We found that PL significantly enhanced oxaliplatin-induced growth inhibition in both gastric and colon cancer cells. Moreover, we found that PL potentiated the antitumor effect of oxaliplatin by inhibiting TrxR1 activity. PL combined with oxaliplatin markedly suppressed the activity of TrxR1, resulting in the accumulation of ROS and, thereby, DNA damage induction and p38 and JNK signaling pathway activation. Pretreatment with antioxidant N-acetyl-L-cysteine (NAC) significantly abrogated the combined treatment-induced ROS generation, DNA damage and apoptosis.

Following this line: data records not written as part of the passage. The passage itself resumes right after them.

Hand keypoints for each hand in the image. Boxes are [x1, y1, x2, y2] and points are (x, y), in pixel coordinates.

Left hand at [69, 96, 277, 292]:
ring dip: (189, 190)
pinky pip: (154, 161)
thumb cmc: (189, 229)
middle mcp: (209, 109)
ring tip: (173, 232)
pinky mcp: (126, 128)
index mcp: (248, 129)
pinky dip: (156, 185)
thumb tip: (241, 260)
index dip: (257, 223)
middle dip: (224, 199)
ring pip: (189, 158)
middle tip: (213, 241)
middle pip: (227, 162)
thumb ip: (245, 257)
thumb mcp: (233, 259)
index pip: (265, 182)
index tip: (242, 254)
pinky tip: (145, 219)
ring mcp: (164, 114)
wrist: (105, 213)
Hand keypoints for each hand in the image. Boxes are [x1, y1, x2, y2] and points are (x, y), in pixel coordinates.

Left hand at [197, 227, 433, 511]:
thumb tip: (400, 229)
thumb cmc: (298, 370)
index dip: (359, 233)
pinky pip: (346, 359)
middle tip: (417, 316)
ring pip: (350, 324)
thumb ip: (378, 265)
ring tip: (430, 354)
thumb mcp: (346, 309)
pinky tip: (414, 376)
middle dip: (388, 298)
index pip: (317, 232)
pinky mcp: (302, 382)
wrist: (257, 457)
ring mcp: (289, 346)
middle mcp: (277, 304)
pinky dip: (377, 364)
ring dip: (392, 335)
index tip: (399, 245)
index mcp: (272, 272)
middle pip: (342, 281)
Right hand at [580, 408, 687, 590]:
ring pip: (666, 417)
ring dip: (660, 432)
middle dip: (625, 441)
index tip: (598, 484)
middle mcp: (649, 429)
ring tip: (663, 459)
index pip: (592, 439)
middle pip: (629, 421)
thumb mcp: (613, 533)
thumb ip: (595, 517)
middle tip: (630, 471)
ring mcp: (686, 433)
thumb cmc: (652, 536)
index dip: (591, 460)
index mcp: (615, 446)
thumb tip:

Importantly, we found that activation of the p38 and JNK signaling pathways prompted by PL and oxaliplatin was also reversed by NAC pretreatment. In vivo, we found that PL combined with oxaliplatin significantly suppressed tumor growth in a gastric cancer xenograft model, and effectively reduced the activity of TrxR1 in tumor tissues. Remarkably, we found that PL attenuated body weight loss evoked by oxaliplatin treatment.

Conclusions

Our data support a synergistic effect of PL and oxaliplatin and suggest that application of its combination may be more effective for the treatment of gastric cancer than oxaliplatin alone.

中文翻译：

Piperlongumine 通过诱导胃癌细胞中的 ROS 增强奥沙利铂的抗肿瘤功效。

目的

奥沙利铂是治疗各种癌症（包括胃癌）最常用的化疗药物之一。然而，由于其毒性和耐药性的发生，其治疗指数较窄。因此，迫切需要开发新的疗法来增强奥沙利铂的疗效并降低其毒性。 Piperlongumine (PL) 是一种从Piper longum L.中分离出来的生物碱，最近被鉴定为体外和体内抗癌细胞的有效药物。在本研究中，我们研究了 PL 是否可以增强奥沙利铂对胃癌细胞的抗肿瘤作用。

方法

通过流式细胞术分析细胞凋亡和ROS水平。使用终点胰岛素减少测定法测定胃癌细胞或肿瘤组织中的硫氧还蛋白还原酶 1 (TrxR1) 活性。使用蛋白质印迹分析所示蛋白质的表达水平。使用裸鼠异种移植模型来测试PL和奥沙利铂组合对体内胃癌细胞生长的影响。

结果

我们发现 PL 显着增强奥沙利铂诱导的胃癌和结肠癌细胞的生长抑制。此外，我们发现PL通过抑制TrxR1活性来增强奥沙利铂的抗肿瘤作用。 PL与奥沙利铂联合显着抑制TrxR1的活性，导致ROS的积累，从而诱导DNA损伤以及p38和JNK信号通路的激活。用抗氧化剂 N-乙酰基-L-半胱氨酸 (NAC) 进行预处理可显着消除联合治疗诱导的 ROS 生成、DNA 损伤和细胞凋亡。重要的是，我们发现 PL 和奥沙利铂促进的 p38 和 JNK 信号通路的激活也被 NAC 预处理逆转。在体内，我们发现PL联合奥沙利铂显着抑制胃癌异种移植模型中的肿瘤生长，并有效降低肿瘤组织中TrxR1的活性。值得注意的是，我们发现 PL 减弱了奥沙利铂治疗引起的体重减轻。